* **Task directions**:
For each line below that includes the string "Sycamore", show the whole line.

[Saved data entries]
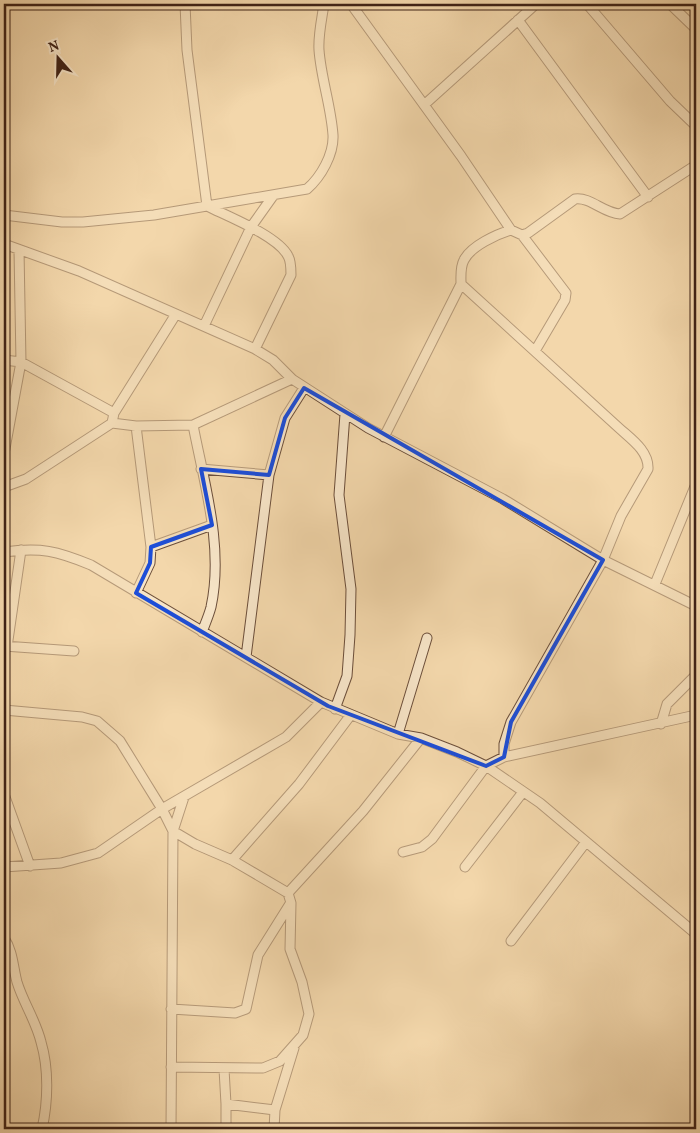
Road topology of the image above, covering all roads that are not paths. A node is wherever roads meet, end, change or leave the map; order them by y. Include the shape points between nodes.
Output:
1 (185, 4) edge
2 (324, 4) edge
3 (351, 4) edge
4 (536, 4) edge
5 (587, 4) edge
6 (670, 4) edge
7 (518, 20) junction
8 (696, 29) edge
9 (424, 105) junction
10 (696, 126) edge
11 (696, 165) edge
12 (273, 196) junction
13 (648, 197) junction
14 (206, 206) junction
15 (4, 216) edge
16 (251, 227) junction
17 (511, 230) junction
18 (522, 235) junction
19 (4, 244) edge
20 (19, 250) junction
21 (461, 284) junction
22 (176, 314) junction
23 (204, 326) junction
24 (255, 349) junction
25 (535, 350) junction
26 (4, 360) edge
27 (21, 362) junction
28 (292, 379) junction
29 (304, 388) junction
30 (114, 413) junction
31 (345, 414) junction
32 (112, 423) junction
33 (193, 425) junction
34 (136, 426) junction
35 (384, 437) junction
36 (4, 454) edge
37 (201, 469) junction
38 (269, 475) junction
39 (696, 484) edge
40 (4, 488) edge
41 (212, 525) junction
42 (151, 547) junction
43 (21, 550) junction
44 (4, 552) edge
45 (603, 560) junction
46 (655, 584) junction
47 (136, 593) junction
48 (696, 606) edge
49 (202, 632) junction
50 (426, 638) dead end
51 (5, 646) edge
52 (74, 651) dead end
53 (246, 657) junction
54 (696, 675) edge
55 (321, 702) junction
56 (335, 709) junction
57 (4, 710) edge
58 (696, 715) edge
59 (350, 716) junction
60 (661, 724) junction
61 (398, 734) junction
62 (422, 738) junction
63 (504, 757) junction
64 (486, 766) junction
65 (523, 792) junction
66 (4, 794) edge
67 (184, 797) junction
68 (162, 809) junction
69 (173, 831) junction
70 (586, 842) junction
71 (404, 852) dead end
72 (232, 860) junction
73 (30, 866) junction
74 (465, 866) dead end
75 (4, 867) edge
76 (288, 893) junction
77 (291, 903) junction
78 (694, 930) edge
79 (4, 938) edge
80 (511, 940) dead end
81 (171, 1008) junction
82 (296, 1042) junction
83 (171, 1067) junction
84 (224, 1069) junction
85 (226, 1104) junction
86 (275, 1110) junction
87 (42, 1129) edge
88 (171, 1129) edge
89 (226, 1129) edge
90 (274, 1129) edge

1 - 14 street
2 - 12 street via 318,47 333,136 329,155 317,181 307,189
3 - 9 street
4 - 7 street
5 - 10 street via 670,101
6 - 8 street
7 - 9 street
7 - 13 street
9 - 17 street
11 - 13 street
12 - 14 street
12 - 16 street
13 - 18 street via 620,214 582,198 575,199
14 - 15 street via 83,222
14 - 16 street
16 - 23 street
16 - 24 street via 289,256 291,275
17 - 18 street
17 - 21 street via 501,233 464,259
18 - 25 street via 566,294
19 - 20 street
20 - 22 street via 79,271
20 - 27 street
21 - 25 street
21 - 35 street
22 - 23 street
22 - 30 street
23 - 24 street
24 - 28 street via 273,360
25 - 45 street via 619,428 648,461 648,469 621,516
26 - 27 street
27 - 30 street
27 - 36 street
28 - 29 street
28 - 33 street
29 - 31 street
29 - 38 street via 285,418
30 - 32 street
31 - 35 street
31 - 56 street via 339,495 351,589 350,635 347,676
32 - 34 street
32 - 40 street via 26,478
33 - 34 street
33 - 37 street
34 - 42 street
35 - 45 street via 503,499
37 - 38 street
37 - 41 street
38 - 53 street
39 - 46 street
41 - 42 street
41 - 49 street via 214,588
42 - 47 street via 150,563
43 - 44 street
43 - 47 street via 60,552 91,565
43 - 51 street
45 - 46 street
45 - 63 street via 512,722 504,744
46 - 48 street
47 - 49 street
49 - 53 street
50 - 61 street
51 - 52 street
53 - 55 street
54 - 60 street via 667,704
55 - 56 street
55 - 67 street via 286,737
56 - 59 street
57 - 68 street via 82,717 97,722 120,741
58 - 60 street
59 - 61 street
59 - 72 street via 299,784
60 - 63 street
61 - 62 street
62 - 64 street
62 - 76 street via 363,811
63 - 64 street
64 - 65 street
64 - 71 street via 432,839 422,847
65 - 70 street
65 - 74 street
66 - 73 street
67 - 68 street
67 - 69 street
68 - 69 street
68 - 73 street via 98,853 61,863
69 - 72 street
69 - 81 street
70 - 78 street
70 - 80 street
72 - 76 street
73 - 75 street
76 - 77 street
77 - 81 street via 258,955 246,1009 235,1013
77 - 82 street via 290,949 309,1014 303,1035
79 - 87 street via 23,999 41,1041 46,1067 46,1113
81 - 83 street
82 - 84 street via 280,1061 263,1068
82 - 86 street
83 - 84 street
83 - 88 street
84 - 85 street
85 - 86 street
85 - 89 street
86 - 90 street

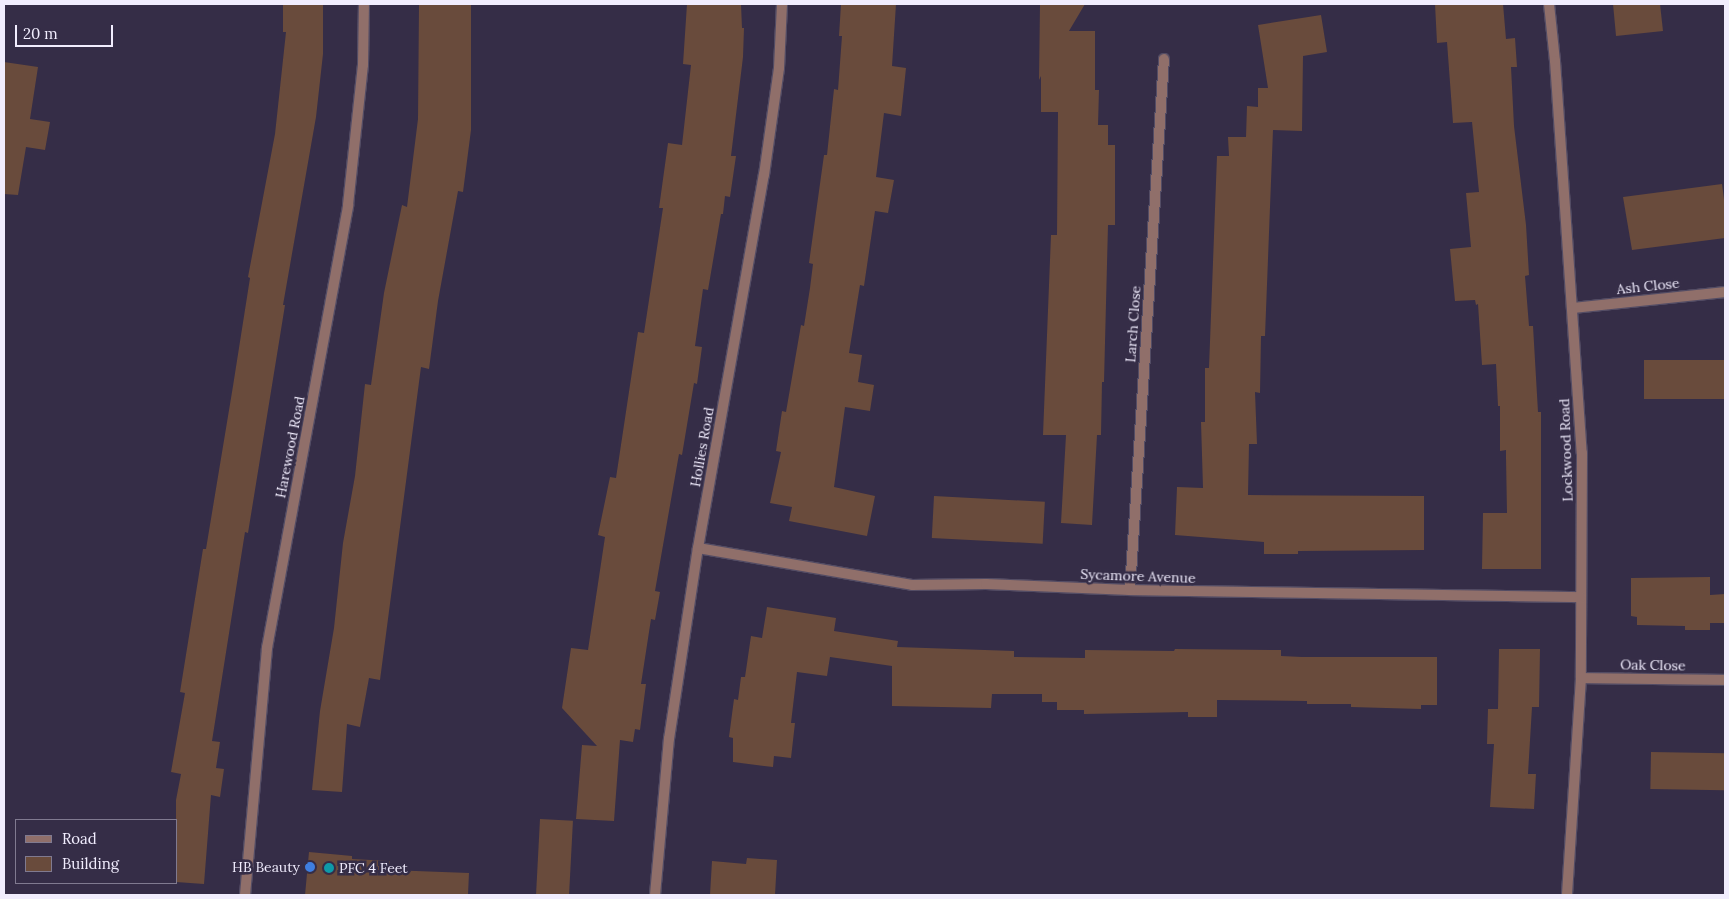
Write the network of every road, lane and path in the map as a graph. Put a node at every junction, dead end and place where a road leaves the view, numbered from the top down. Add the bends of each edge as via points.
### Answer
1 (364, 4) edge
2 (782, 4) edge
3 (1549, 4) edge
4 (1164, 59) dead end
5 (1725, 292) edge
6 (1573, 308) junction
7 (698, 548) junction
8 (1130, 590) junction
9 (1581, 597) junction
10 (1581, 678) junction
11 (1725, 680) edge
12 (245, 895) edge
13 (655, 895) edge
14 (1567, 895) edge

1 - 12 street, Harewood Road via 363,65 348,204 266,648
2 - 7 street, Hollies Road via 779,68 764,175
3 - 6 street, Lockwood Road
4 - 8 street, Larch Close
5 - 6 street, Ash Close
6 - 9 street, Lockwood Road via 1582,453
7 - 8 street, Sycamore Avenue via 912,585 986,584
7 - 13 street, Hollies Road via 669,739
8 - 9 street, Sycamore Avenue
9 - 10 street, Lockwood Road
10 - 11 street, Oak Close
10 - 14 street, Lockwood Road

* **Solved problem**:
7 - 8 street, Sycamore Avenue via 912,585 986,584
8 - 9 street, Sycamore Avenue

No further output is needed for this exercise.